Greg Merritt of Blaine, a product manager at Onvoy in 1999 and 2000, said Onvoy's accounting of MCI long-distance calls handled by Onvoy's Gateway service was unusual and could have created at least the potential for accounting abuse. The Gateway service routed MCI long-distance calls into Canada to save money; eventually the calls were returned to their destinations in the United States.

But Onvoy CEO Janice Aune said Merritt's charges were false. She said Merritt "was let go by Onvoy" before she joined the company because "there were questions of competency." She said his comments reveal a lack of technical knowledge.

Onvoy CEO Janice Aune refutes the allegations.

Merritt said he lost his job at Onvoy in July 2000 because of a reorganization.

Merritt's remarks follow those of an anonymous whistle-blower who told federal investigators in New York that Onvoy and MCI were involved in fraud that resulted in illegally shifting access charges from MCI to AT&T. Access charges are the fees paid by long-distance firms to local telephone companies to reach their local customers.

The allegations are complicated by the fact that routing long-distance calls through Canada to achieve lower costs is not illegal and that the process of sending calls over a circuitous path, called "least-cost routing," is common in the industry.

Aune said that while Onvoy's management "has no knowledge of any improper or illegal activity" by the firm, it is complying with a federal request for information about MCI and Onvoy's dealings by hiring the Minneapolis law firm of Lindquist & Vennum to conduct an independent investigation. That investigation is expected to last 60 to 90 days.

Merritt said Onvoy's most serious accounting problem in connection with the MCI fraud investigation was that Onvoy's Gateway service took long-distance calls from MCI and shifted them to a part of Onvoy, called Private Line, that normally handled data transmission instead of voice calls. That made the calls difficult to track, even for the firm's auditors, he said.

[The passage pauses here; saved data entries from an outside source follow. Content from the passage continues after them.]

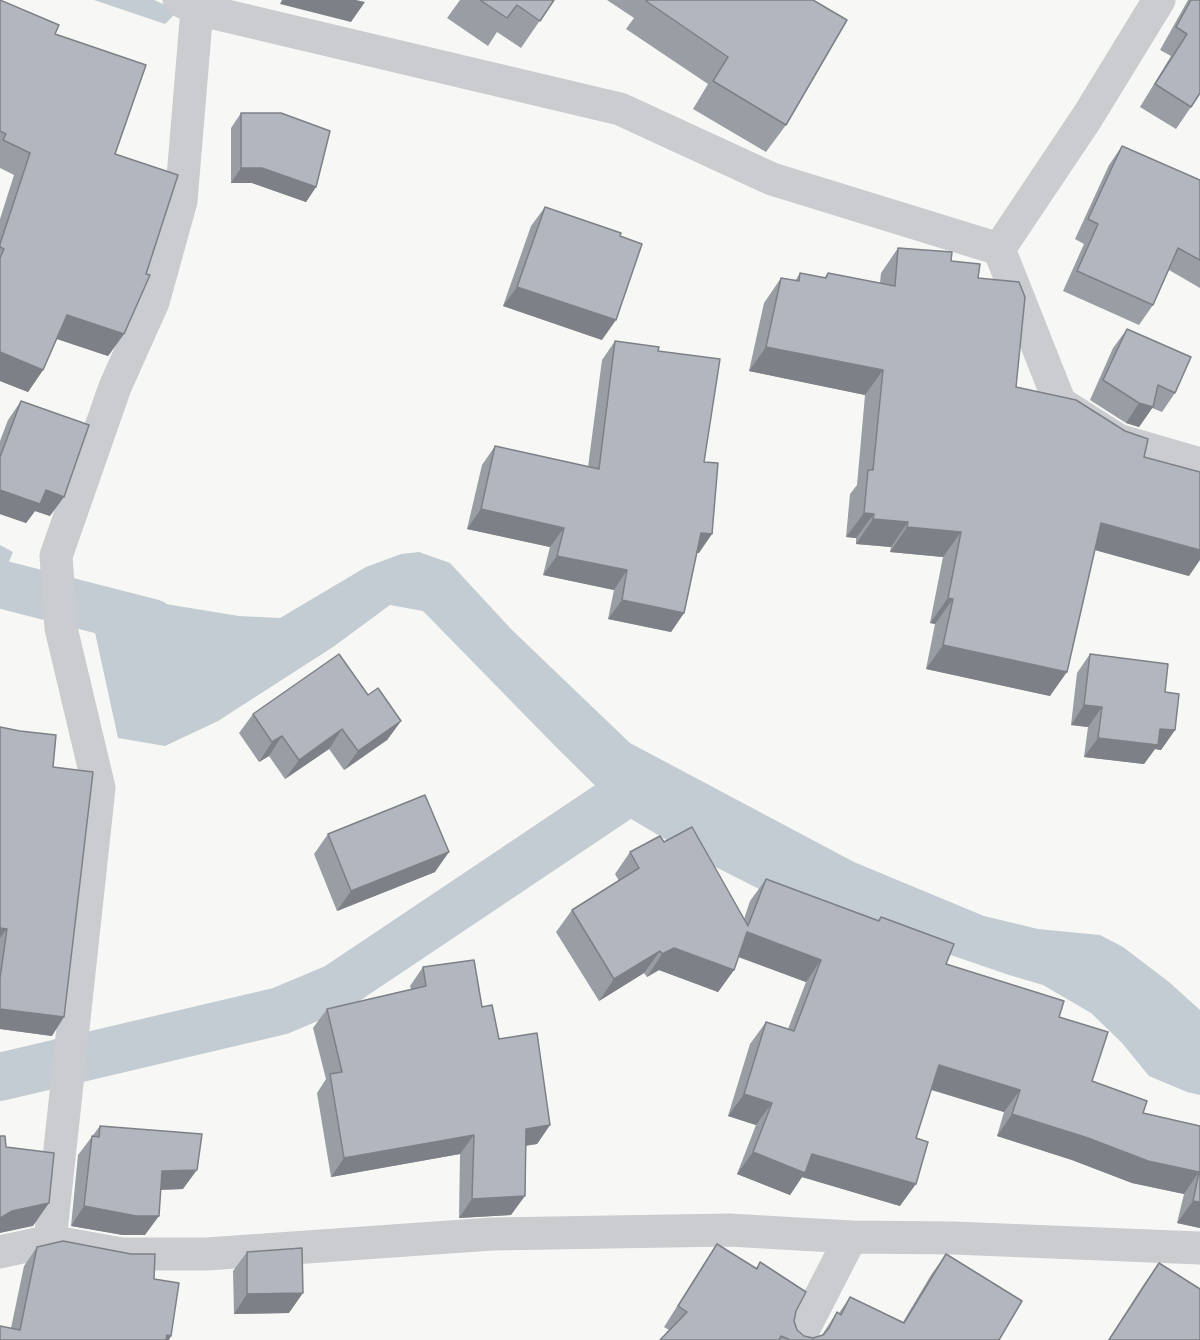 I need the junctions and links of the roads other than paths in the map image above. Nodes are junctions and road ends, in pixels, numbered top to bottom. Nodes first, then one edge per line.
1 (1159, 0) edge
2 (188, 4) edge
3 (999, 249) junction
4 (1200, 464) edge
5 (851, 1237) junction
6 (51, 1241) junction
7 (1200, 1248) edge
8 (0, 1252) edge
9 (798, 1340) edge

1 - 3 street
2 - 3 street
2 - 6 street
3 - 4 street
5 - 6 street
5 - 7 street
5 - 9 street
6 - 8 street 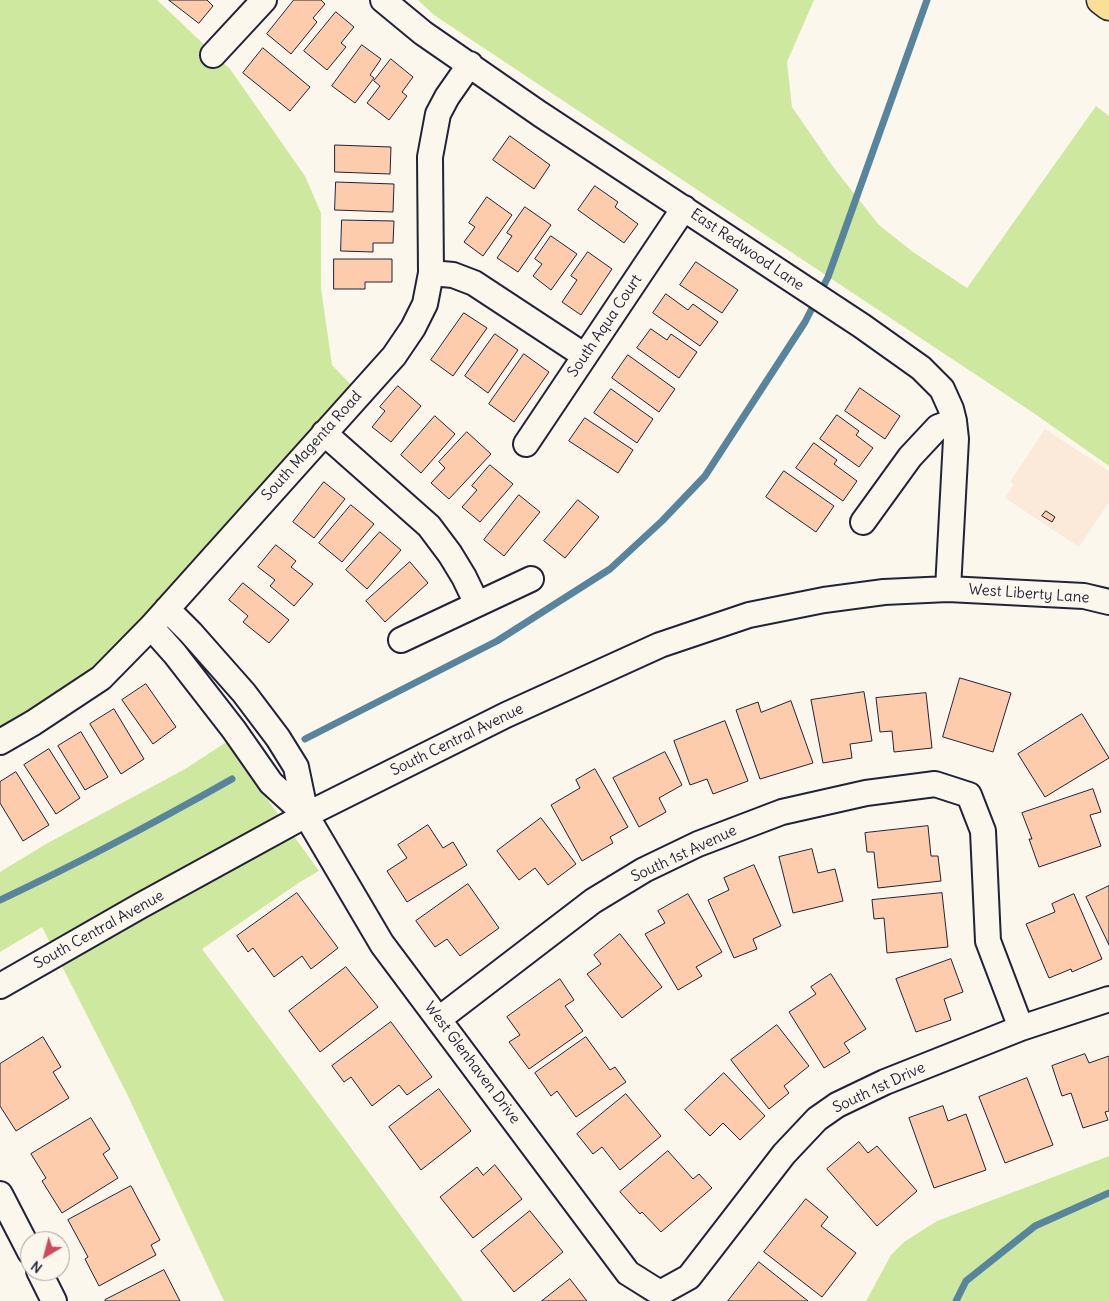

Sales executives in the Private Line group resisted inquiries from Onvoy's finance department about why the long-distance voice calls from MCI weren't being handled by Onvoy's regular long-distance operation, Merritt said. Employees in Private Line were discouraged from giving the finance department any information about the use of the Gateway service to route MCI voice calls to Canada, he said.

"There was no suggestion that anything was illegal," Merritt said. "But there was very high secrecy around the whole thing."

Spoke to FBI

Merritt said he volunteered his criticism of Onvoy on Thursday after giving the same information to the FBI on Wednesday but insisted that he is not the anonymous whistle-blower in the Onvoy-MCI investigation.

Merritt's employment profile appears not to fit the description of the whistle-blower in federal documents. A 13-page sworn statement provided by the whistle-blower to the U.S. attorney's office in New York last month described the whistle-blower as a network engineer who left MCI in 1995 to work at Onvoy and who lost his job as part of Onvoy employment cutbacks this year. Merritt said he was a product manager who arrived at Onvoy in 1999 from Denver-based Internet Communications, a firm that is no longer in business.

The whistle-blower told federal investigators that the alleged MCI-Onvoy scheme worked this way: MCI long-distance calls were routed by Onvoy's Gateway service to Manitoba Telecom Services of Winnipeg, Manitoba. The whistle-blower alleged that Manitoba Telecom changed the codes on the calls to make it appear that they had originated in Canada, thus tricking AT&T into paying the access charges for terminating the calls when they were sent back to the United States via an AT&T line.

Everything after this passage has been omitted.